A proposta orçamentária do Ministério das Comunicações que está no Congresso Nacional sendo analisada pela Comissão Mista de Orçamento, prevê um total de R$ 3,2 bilhões.
Deste total, o maior orçamento previsto para ser executado este ano está com a Telebras (R$ 862 milhões). Tem mais recurso do que a expectativa de arrecadação do ministério com o Fundo de Universalização dos Serviços das Telecomunicações – FUST, cujo orçamento é de R$ 857 milhões.
É muito? Não.
É uma previsão orçamentária para a estatal até menor do que ela tem de dinheiro em caixa mas não pode utilizar, simplesmente porque o Ministério da Economia, que deseja vender a empresa para a iniciativa privada – e tudo indica que não conseguirá – a colocou como “dependente” do Orçamento Geral da União, mesmo tendo o capital aberto no mercado financeiro.
A previsão orçamentária da Telebras em 2021, que ainda precisa passar pela Comissão Mista de Orçamento, está descrita no seguinte quadro:
Chama a atenção para a perda de R$ 218 milhões do seu orçamento, que terá de ser colocado em “reserva de contingência”, como parte do esforço que a estatal fará dentro da Administração Federal para reduzir o déficit nas contas do governo.
Conecta Brasil
Em 2021 a Telebras destinará R$ 343,2 milhões para custeio e investimentos no programa Conecta Brasil, cuja maior parte está dividida para o custeio da sua rede terrestre.
Então, dos R$ 343,2 milhões, cerca de R$ 250,7 milhões serão canalizados este ano para operação de infraestrutura da rede de serviço de comunicação de dados (R$ 92,4 milhões). Outros R$ 250,7 milhões também irão para custeio de implantação da rede de inclusão digital. Porém R$ 43 milhões serão novos investimentos em projetos de inclusão digital.
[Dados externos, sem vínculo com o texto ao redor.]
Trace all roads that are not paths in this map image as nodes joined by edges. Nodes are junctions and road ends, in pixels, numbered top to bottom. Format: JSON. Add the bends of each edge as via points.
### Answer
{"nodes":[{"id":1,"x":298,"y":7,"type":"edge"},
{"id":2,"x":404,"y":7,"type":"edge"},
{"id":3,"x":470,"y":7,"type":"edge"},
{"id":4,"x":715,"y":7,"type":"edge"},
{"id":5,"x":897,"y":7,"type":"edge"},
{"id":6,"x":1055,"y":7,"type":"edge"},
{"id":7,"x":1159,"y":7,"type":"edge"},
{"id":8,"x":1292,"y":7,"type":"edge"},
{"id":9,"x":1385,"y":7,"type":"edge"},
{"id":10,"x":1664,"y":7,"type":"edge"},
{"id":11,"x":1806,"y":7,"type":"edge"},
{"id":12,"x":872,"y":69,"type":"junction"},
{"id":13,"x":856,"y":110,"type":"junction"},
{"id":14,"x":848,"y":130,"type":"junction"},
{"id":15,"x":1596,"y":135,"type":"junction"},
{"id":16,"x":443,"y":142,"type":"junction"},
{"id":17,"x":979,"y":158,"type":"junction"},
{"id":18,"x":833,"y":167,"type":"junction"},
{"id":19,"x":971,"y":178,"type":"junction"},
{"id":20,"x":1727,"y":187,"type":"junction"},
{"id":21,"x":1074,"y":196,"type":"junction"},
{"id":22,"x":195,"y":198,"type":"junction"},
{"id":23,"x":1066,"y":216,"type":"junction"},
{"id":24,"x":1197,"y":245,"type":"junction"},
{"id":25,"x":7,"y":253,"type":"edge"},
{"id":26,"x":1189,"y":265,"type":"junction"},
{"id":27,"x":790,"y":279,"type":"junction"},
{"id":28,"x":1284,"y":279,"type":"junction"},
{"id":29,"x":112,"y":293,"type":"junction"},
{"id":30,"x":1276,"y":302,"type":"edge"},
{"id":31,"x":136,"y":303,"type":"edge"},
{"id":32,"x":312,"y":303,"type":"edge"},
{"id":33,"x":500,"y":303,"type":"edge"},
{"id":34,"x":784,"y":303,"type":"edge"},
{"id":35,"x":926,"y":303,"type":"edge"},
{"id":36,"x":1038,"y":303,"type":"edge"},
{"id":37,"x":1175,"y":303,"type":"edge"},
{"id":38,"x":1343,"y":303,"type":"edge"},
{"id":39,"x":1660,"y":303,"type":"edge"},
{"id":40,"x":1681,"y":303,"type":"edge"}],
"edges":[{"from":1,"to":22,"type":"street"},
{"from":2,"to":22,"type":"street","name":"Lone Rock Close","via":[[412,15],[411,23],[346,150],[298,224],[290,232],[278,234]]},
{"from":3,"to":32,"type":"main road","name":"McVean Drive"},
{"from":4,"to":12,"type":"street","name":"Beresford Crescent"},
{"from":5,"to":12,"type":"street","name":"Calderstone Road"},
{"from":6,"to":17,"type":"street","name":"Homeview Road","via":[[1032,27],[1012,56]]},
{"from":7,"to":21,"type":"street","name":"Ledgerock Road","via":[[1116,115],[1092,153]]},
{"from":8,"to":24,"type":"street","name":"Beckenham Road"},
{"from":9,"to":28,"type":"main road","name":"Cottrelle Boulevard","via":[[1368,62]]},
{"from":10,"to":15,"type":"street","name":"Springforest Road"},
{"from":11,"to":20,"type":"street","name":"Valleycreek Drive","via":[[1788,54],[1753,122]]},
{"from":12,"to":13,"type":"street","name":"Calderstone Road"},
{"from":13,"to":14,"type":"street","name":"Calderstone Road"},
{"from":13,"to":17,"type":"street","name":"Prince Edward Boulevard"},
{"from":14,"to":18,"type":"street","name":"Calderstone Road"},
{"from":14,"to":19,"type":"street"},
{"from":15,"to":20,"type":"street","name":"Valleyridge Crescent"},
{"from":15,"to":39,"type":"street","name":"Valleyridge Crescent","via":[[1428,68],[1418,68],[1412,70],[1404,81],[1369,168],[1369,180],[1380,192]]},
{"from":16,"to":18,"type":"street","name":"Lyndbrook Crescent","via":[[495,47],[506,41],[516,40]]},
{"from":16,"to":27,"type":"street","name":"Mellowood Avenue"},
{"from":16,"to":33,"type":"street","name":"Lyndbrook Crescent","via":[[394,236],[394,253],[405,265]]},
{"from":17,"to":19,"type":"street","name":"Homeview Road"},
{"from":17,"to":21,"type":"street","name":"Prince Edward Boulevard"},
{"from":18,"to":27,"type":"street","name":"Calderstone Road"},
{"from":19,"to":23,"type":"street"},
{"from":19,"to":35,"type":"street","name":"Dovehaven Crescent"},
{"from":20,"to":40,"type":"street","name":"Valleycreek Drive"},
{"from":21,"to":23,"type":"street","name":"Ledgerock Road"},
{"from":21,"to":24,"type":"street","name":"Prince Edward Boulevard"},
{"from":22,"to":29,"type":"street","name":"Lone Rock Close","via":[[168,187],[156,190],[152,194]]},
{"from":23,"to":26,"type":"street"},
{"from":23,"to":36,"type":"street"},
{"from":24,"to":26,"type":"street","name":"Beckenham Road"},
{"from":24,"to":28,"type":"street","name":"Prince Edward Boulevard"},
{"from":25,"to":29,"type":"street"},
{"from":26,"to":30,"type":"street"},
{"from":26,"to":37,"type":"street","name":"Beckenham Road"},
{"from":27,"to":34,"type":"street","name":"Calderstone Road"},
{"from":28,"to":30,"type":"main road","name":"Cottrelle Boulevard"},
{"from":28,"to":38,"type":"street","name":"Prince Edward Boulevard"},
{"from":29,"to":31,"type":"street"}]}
No orçamento deste ano, a Telebras ainda pretende aplicar cerca de R$ 71,9 milhões no Satélite Geoestacionário de Defesa e Comunicação Estratégica (SGDC), sendo R$ 48,9 milhões na área de custeio e manutenção dos equipamentos em terra do seu centro de operações e R$ 23 milhões em novos investimentos para melhorar a qualidade de recepção do sinal.
Privatização
Para uma empresa que está com a espada da privatização na cabeça, apontada pelo Ministério da Economia, soa estranho que a Telebras tenha o maior orçamento do Ministério das Comunicações. Ao que parece, as frequências estão embaralhadas nos discursos entre os dois ministérios.
Enquanto a equipe do ministro Paulo Guedes – que no governo respira por aparelhos – continua empurrando com a barriga o discurso de que a venda da Telebras está sendo estudada; no Ministério das Comunicações a equipe do ministro Fabio Faria continua estabelecendo a rede da Telebras como prioritária para a realização de políticas públicas. É o caso do “WiFi-Brasil”, por exemplo, que usa o satélite da estatal como fonte de sinal. Nem entro no mérito do uso militar que tem sido feito com o satélite.
Da mesma forma, a rede da Telebras de fibras ópticas continua sendo expandida, e os contratos com a Eletronet e elétricas que compõem o Grupo Eletrobras, dona das fibras, acabam de ser renovados por mais 10 anos.
5G
A estatal ainda prepara-se para ser a gestora da rede privativa e de segurança do governo, que será construída pelas operadoras que comprarem as frequências no leilão do 5G.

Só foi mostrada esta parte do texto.